(Stored data entries)
━━━━━━
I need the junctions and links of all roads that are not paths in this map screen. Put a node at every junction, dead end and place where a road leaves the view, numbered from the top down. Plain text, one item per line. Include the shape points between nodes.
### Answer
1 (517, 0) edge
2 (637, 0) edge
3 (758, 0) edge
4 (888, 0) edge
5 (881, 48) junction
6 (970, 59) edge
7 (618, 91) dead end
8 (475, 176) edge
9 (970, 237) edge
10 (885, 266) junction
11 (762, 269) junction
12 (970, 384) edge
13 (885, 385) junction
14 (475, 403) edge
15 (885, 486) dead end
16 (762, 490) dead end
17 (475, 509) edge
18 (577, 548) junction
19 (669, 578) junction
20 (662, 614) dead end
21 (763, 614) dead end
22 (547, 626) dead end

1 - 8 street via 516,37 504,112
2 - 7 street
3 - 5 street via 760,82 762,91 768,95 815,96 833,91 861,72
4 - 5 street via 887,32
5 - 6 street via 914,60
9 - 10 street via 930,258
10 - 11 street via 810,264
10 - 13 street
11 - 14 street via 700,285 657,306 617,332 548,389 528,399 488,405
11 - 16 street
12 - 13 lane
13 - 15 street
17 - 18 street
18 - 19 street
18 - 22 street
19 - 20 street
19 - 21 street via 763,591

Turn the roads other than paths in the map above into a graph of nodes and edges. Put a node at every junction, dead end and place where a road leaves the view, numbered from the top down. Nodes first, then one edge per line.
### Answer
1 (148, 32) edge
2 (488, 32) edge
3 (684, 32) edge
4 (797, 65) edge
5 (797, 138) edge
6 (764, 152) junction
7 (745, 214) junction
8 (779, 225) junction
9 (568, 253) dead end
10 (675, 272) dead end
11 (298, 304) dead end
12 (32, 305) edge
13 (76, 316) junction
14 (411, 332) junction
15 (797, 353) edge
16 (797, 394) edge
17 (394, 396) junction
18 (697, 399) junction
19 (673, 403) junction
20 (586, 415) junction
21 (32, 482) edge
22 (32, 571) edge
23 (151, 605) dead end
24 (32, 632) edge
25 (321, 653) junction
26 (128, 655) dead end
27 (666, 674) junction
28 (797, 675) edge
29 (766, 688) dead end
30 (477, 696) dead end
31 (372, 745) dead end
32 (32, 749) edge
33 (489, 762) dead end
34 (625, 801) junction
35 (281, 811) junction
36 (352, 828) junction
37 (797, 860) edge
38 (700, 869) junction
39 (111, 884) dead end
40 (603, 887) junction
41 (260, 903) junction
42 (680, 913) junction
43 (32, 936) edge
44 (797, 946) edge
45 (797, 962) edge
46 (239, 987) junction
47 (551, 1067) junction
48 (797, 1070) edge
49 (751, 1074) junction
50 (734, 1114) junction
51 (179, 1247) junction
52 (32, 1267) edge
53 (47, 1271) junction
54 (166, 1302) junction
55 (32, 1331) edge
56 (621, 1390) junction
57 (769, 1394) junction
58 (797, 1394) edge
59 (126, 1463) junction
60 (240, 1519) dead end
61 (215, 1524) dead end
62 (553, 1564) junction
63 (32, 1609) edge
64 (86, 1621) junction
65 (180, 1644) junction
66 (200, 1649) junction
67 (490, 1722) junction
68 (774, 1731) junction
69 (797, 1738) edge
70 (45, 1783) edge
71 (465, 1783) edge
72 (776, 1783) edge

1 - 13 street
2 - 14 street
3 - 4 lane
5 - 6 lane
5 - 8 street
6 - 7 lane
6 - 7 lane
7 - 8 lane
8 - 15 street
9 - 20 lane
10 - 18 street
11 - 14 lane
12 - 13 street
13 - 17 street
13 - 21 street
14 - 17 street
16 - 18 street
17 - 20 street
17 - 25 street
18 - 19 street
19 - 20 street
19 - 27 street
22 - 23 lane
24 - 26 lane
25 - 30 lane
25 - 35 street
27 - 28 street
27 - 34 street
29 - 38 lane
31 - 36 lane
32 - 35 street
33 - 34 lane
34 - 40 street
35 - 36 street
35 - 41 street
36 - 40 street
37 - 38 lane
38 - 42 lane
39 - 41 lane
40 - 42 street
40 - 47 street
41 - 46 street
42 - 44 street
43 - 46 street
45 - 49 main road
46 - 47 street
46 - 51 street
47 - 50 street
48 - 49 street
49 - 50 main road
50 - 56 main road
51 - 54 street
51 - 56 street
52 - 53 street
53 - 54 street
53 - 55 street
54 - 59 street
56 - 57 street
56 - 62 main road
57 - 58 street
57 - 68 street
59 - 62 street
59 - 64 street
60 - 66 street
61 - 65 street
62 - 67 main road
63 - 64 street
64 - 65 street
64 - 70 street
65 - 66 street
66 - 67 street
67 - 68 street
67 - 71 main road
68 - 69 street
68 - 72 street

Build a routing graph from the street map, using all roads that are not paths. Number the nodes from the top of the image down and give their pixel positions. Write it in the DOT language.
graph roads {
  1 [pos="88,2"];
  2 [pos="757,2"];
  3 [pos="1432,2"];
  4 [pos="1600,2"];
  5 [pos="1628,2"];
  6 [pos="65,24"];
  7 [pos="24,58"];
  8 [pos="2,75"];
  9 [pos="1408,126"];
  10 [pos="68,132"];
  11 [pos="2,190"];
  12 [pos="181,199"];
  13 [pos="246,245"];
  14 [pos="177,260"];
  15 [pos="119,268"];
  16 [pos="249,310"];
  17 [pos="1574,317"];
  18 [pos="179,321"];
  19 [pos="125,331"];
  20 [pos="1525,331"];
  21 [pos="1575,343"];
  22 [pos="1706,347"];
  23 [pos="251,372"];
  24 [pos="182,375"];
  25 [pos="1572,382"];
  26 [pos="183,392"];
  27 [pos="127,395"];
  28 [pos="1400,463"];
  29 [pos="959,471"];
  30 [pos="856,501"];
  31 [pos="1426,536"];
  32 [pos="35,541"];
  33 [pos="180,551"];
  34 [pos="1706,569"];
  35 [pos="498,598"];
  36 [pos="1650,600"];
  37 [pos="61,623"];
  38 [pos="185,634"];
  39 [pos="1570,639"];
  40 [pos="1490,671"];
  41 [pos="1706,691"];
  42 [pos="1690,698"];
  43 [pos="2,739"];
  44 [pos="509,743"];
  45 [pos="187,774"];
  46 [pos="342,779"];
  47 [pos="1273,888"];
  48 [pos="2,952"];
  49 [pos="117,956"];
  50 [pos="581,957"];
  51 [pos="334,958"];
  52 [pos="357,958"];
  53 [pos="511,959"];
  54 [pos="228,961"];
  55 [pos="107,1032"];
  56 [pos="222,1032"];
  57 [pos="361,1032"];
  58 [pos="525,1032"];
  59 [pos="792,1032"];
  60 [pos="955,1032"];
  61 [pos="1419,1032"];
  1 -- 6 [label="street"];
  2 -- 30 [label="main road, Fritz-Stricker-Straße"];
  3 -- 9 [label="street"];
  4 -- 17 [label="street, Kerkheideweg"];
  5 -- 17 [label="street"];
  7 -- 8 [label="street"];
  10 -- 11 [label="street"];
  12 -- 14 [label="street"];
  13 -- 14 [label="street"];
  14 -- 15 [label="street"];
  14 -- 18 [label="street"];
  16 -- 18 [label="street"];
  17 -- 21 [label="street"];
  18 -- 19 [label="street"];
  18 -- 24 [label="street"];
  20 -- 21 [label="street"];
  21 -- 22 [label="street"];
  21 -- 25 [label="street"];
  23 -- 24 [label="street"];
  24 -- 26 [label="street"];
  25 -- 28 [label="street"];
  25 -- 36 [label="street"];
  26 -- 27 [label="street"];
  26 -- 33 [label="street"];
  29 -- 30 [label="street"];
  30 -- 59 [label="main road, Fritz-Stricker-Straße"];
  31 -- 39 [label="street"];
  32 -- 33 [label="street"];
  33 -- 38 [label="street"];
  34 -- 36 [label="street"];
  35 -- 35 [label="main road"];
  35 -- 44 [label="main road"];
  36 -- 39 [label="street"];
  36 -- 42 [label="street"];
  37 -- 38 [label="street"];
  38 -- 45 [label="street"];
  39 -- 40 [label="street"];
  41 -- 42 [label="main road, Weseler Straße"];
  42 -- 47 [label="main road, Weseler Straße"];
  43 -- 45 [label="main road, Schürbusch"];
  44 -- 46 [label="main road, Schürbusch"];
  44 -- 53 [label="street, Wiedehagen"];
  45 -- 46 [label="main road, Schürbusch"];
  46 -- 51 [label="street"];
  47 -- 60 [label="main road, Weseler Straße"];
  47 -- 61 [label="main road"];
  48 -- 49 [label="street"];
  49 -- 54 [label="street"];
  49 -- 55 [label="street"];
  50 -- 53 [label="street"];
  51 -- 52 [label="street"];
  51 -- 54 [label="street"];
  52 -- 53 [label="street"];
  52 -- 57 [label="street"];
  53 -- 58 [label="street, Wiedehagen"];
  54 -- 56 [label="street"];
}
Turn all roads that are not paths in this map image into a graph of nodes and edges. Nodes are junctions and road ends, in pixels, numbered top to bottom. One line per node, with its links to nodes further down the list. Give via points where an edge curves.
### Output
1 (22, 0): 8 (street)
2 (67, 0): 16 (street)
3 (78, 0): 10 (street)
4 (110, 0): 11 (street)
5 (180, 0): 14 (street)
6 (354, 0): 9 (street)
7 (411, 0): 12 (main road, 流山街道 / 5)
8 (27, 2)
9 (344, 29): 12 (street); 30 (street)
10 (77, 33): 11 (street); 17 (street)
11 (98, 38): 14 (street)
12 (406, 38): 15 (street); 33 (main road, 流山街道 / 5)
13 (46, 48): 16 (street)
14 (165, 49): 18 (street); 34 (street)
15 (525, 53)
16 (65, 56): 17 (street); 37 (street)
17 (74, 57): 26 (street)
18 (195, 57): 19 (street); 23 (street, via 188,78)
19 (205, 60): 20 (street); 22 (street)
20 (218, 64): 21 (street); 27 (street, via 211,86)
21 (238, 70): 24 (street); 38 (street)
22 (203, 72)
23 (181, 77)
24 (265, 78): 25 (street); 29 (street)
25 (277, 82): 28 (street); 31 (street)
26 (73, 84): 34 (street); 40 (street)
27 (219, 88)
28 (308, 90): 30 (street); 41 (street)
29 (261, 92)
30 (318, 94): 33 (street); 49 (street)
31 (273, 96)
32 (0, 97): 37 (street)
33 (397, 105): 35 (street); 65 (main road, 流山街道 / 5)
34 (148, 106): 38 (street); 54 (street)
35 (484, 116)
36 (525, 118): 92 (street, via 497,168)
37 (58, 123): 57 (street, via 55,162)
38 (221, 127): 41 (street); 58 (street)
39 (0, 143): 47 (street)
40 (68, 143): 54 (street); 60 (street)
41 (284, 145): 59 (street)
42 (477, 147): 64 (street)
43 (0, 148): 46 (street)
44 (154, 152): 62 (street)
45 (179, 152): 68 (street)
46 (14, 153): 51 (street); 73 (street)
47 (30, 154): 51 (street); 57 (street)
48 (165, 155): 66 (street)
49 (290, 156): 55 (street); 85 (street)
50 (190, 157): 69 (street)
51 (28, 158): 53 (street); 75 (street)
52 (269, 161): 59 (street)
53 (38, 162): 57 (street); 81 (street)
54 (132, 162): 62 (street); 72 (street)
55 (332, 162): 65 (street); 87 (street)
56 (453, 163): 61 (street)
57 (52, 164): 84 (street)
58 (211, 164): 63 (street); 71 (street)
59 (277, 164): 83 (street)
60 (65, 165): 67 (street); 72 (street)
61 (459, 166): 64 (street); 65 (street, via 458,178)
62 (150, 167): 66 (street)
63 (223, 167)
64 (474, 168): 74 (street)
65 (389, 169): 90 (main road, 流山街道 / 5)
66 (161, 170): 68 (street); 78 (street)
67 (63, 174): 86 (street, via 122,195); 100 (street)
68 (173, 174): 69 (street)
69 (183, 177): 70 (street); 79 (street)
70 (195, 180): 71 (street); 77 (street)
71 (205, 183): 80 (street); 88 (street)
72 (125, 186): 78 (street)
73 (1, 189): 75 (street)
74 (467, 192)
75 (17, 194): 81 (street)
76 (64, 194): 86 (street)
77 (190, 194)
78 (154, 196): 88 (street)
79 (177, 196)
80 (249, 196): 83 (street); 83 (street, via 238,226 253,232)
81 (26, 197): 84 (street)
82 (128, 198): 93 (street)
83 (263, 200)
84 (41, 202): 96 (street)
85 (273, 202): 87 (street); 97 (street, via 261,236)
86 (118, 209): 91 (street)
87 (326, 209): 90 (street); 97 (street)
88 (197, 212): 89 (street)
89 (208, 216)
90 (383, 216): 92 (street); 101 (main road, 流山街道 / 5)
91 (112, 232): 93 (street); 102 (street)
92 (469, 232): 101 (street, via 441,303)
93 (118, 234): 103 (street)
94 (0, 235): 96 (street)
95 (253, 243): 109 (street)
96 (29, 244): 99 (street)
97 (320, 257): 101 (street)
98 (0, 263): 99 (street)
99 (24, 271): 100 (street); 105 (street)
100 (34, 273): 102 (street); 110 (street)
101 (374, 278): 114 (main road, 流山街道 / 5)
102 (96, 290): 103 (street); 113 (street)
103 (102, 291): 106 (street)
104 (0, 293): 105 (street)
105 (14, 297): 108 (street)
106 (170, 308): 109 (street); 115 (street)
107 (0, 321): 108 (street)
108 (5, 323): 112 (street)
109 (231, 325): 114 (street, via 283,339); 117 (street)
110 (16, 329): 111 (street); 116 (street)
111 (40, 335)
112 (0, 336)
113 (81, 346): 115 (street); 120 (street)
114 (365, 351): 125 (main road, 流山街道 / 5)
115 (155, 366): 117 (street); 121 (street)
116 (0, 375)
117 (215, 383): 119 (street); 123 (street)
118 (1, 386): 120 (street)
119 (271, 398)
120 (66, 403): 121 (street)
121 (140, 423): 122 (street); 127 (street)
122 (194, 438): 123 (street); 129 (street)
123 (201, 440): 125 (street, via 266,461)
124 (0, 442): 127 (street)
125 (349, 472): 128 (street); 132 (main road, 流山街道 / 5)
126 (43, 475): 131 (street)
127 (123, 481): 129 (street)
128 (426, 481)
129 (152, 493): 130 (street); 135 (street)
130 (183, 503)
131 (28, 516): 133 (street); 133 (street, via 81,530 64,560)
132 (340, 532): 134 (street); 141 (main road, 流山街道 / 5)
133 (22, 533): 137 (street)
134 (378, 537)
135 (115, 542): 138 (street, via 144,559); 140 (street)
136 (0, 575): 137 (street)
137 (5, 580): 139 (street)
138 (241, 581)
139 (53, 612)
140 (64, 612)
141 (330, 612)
━━━━━━
Which of the lines above carry the string "Straße"? Copy every one.

  2 -- 30 [label="main road, Fritz-Stricker-Straße"];
  30 -- 59 [label="main road, Fritz-Stricker-Straße"];
  41 -- 42 [label="main road, Weseler Straße"];
  42 -- 47 [label="main road, Weseler Straße"];
  47 -- 60 [label="main road, Weseler Straße"];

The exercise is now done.